> Exercise description
Find each line below where the word "Schneller" occurs, and copy it.

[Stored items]
-*-*-

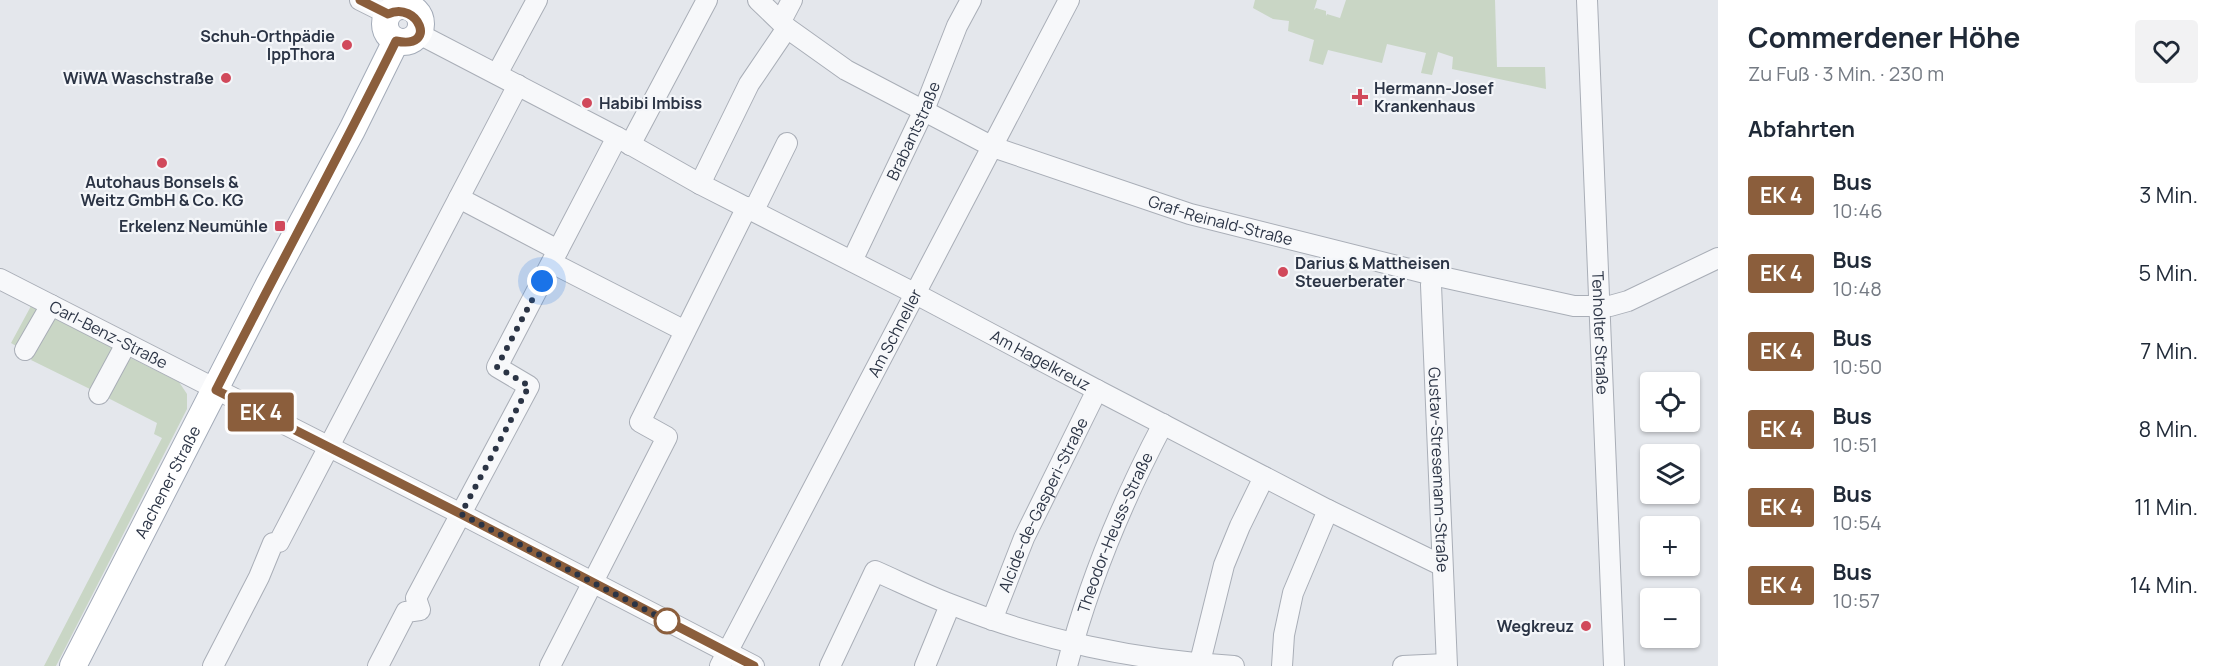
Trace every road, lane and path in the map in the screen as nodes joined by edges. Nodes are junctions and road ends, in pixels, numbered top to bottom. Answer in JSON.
{"nodes":[{"id":1,"x":360,"y":0,"type":"edge"},
{"id":2,"x":537,"y":0,"type":"edge"},
{"id":3,"x":707,"y":0,"type":"edge"},
{"id":4,"x":758,"y":0,"type":"edge"},
{"id":5,"x":792,"y":0,"type":"edge"},
{"id":6,"x":971,"y":0,"type":"edge"},
{"id":7,"x":1069,"y":0,"type":"edge"},
{"id":8,"x":1587,"y":0,"type":"edge"},
{"id":9,"x":407,"y":20,"type":"edge"},
{"id":10,"x":784,"y":24,"type":"junction"},
{"id":11,"x":497,"y":74,"type":"junction"},
{"id":12,"x":518,"y":85,"type":"junction"},
{"id":13,"x":924,"y":110,"type":"junction"},
{"id":14,"x":624,"y":141,"type":"junction"},
{"id":15,"x":787,"y":143,"type":"dead end"},
{"id":16,"x":993,"y":147,"type":"junction"},
{"id":17,"x":700,"y":184,"type":"junction"},
{"id":18,"x":459,"y":198,"type":"junction"},
{"id":19,"x":750,"y":209,"type":"junction"},
{"id":20,"x":555,"y":256,"type":"junction"},
{"id":21,"x":1718,"y":258,"type":"edge"},
{"id":22,"x":852,"y":261,"type":"junction"},
{"id":23,"x":1433,"y":275,"type":"junction"},
{"id":24,"x":0,"y":279,"type":"edge"},
{"id":25,"x":914,"y":292,"type":"junction"},
{"id":26,"x":51,"y":305,"type":"junction"},
{"id":27,"x":1600,"y":306,"type":"junction"},
{"id":28,"x":685,"y":331,"type":"junction"},
{"id":29,"x":126,"y":344,"type":"junction"},
{"id":30,"x":26,"y":351,"type":"dead end"},
{"id":31,"x":216,"y":390,"type":"junction"},
{"id":32,"x":1097,"y":390,"type":"junction"},
{"id":33,"x":99,"y":394,"type":"dead end"},
{"id":34,"x":1163,"y":424,"type":"junction"},
{"id":35,"x":329,"y":447,"type":"junction"},
{"id":36,"x":1264,"y":477,"type":"junction"},
{"id":37,"x":1328,"y":510,"type":"junction"},
{"id":38,"x":461,"y":514,"type":"junction"},
{"id":39,"x":1441,"y":565,"type":"junction"},
{"id":40,"x":592,"y":583,"type":"junction"},
{"id":41,"x":950,"y":605,"type":"junction"},
{"id":42,"x":992,"y":620,"type":"junction"},
{"id":43,"x":1073,"y":642,"type":"junction"},
{"id":44,"x":724,"y":658,"type":"edge"},
{"id":45,"x":1199,"y":665,"type":"edge"},
{"id":46,"x":1447,"y":665,"type":"edge"},
{"id":47,"x":73,"y":666,"type":"edge"},
{"id":48,"x":213,"y":666,"type":"edge"},
{"id":49,"x":378,"y":666,"type":"edge"},
{"id":50,"x":550,"y":666,"type":"edge"},
{"id":51,"x":754,"y":666,"type":"edge"},
{"id":52,"x":830,"y":666,"type":"edge"},
{"id":53,"x":925,"y":666,"type":"edge"},
{"id":54,"x":1066,"y":666,"type":"edge"},
{"id":55,"x":1234,"y":666,"type":"edge"},
{"id":56,"x":1282,"y":666,"type":"edge"},
{"id":57,"x":1404,"y":666,"type":"edge"},
{"id":58,"x":1614,"y":666,"type":"edge"}],
"edges":[{"from":1,"to":9,"type":"street","name":"Am Hagelkreuz"},
{"from":2,"to":11,"type":"street"},
{"from":3,"to":14,"type":"street"},
{"from":4,"to":10,"type":"street","name":"Graf-Reinald-Straße"},
{"from":5,"to":10,"type":"street"},
{"from":6,"to":13,"type":"street","name":"Brabantstraße"},
{"from":7,"to":16,"type":"street","name":"Am Schneller"},
{"from":8,"to":27,"type":"street","name":"Tenholter Straße"},
{"from":9,"to":11,"type":"street","name":"Am Hagelkreuz"},
{"from":9,"to":31,"type":"main road","name":"Aachener Straße"},
{"from":10,"to":13,"type":"street","name":"Graf-Reinald-Straße"},
{"from":10,"to":17,"type":"street"},
{"from":11,"to":12,"type":"street","name":"Am Hagelkreuz"},
{"from":12,"to":14,"type":"street","name":"Am Hagelkreuz"},
{"from":12,"to":18,"type":"street"},
{"from":13,"to":16,"type":"street","name":"Graf-Reinald-Straße"},
{"from":13,"to":22,"type":"street","name":"Brabantstraße"},
{"from":14,"to":17,"type":"street","name":"Am Hagelkreuz"},
{"from":14,"to":20,"type":"street"},
{"from":15,"to":19,"type":"street"},
{"from":16,"to":23,"type":"street","name":"Graf-Reinald-Straße"},
{"from":16,"to":25,"type":"street","name":"Am Schneller"},
{"from":17,"to":19,"type":"street","name":"Am Hagelkreuz"},
{"from":18,"to":20,"type":"street"},
{"from":18,"to":35,"type":"street"},
{"from":19,"to":22,"type":"street","name":"Am Hagelkreuz"},
{"from":19,"to":28,"type":"street"},
{"from":20,"to":28,"type":"street"},
{"from":20,"to":38,"type":"street"},
{"from":21,"to":27,"type":"street","name":"Graf-Reinald-Straße"},
{"from":22,"to":25,"type":"street","name":"Am Hagelkreuz"},
{"from":23,"to":27,"type":"street","name":"Graf-Reinald-Straße"},
{"from":23,"to":39,"type":"street","name":"Gustav-Stresemann-Straße"},
{"from":24,"to":26,"type":"street","name":"Carl-Benz-Straße"},
{"from":25,"to":32,"type":"street","name":"Am Hagelkreuz"},
{"from":25,"to":44,"type":"street","name":"Am Schneller"},
{"from":26,"to":29,"type":"street","name":"Carl-Benz-Straße"},
{"from":26,"to":30,"type":"street"},
{"from":27,"to":58,"type":"street","name":"Tenholter Straße"},
{"from":28,"to":40,"type":"street"},
{"from":29,"to":31,"type":"street","name":"Carl-Benz-Straße"},
{"from":29,"to":33,"type":"street"},
{"from":31,"to":35,"type":"street","name":"Carl-Benz-Straße"},
{"from":31,"to":47,"type":"main road","name":"Aachener Straße"},
{"from":32,"to":34,"type":"street","name":"Am Hagelkreuz"},
{"from":32,"to":42,"type":"street","name":"Alcide-de-Gasperi-Straße"},
{"from":34,"to":36,"type":"street","name":"Am Hagelkreuz"},
{"from":34,"to":43,"type":"street","name":"Theodor-Heuss-Straße"},
{"from":35,"to":38,"type":"street","name":"Carl-Benz-Straße"},
{"from":35,"to":48,"type":"street"},
{"from":36,"to":37,"type":"street","name":"Am Hagelkreuz"},
{"from":36,"to":45,"type":"street"},
{"from":37,"to":39,"type":"street","name":"Am Hagelkreuz"},
{"from":37,"to":56,"type":"street"},
{"from":38,"to":40,"type":"street","name":"Carl-Benz-Straße"},
{"from":38,"to":49,"type":"street"},
{"from":39,"to":46,"type":"street","name":"Gustav-Stresemann-Straße"},
{"from":40,"to":44,"type":"street","name":"Carl-Benz-Straße"},
{"from":40,"to":50,"type":"street"},
{"from":41,"to":42,"type":"street"},
{"from":41,"to":52,"type":"street"},
{"from":41,"to":53,"type":"street"},
{"from":42,"to":43,"type":"street"},
{"from":43,"to":45,"type":"street"},
{"from":43,"to":54,"type":"street","name":"Theodor-Heuss-Straße"},
{"from":44,"to":51,"type":"street"},
{"from":45,"to":55,"type":"street"},
{"from":46,"to":57,"type":"street"}]}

-*-*-

> Solution
{"from":7,"to":16,"type":"street","name":"Am Schneller"},
{"from":16,"to":25,"type":"street","name":"Am Schneller"},
{"from":25,"to":44,"type":"street","name":"Am Schneller"},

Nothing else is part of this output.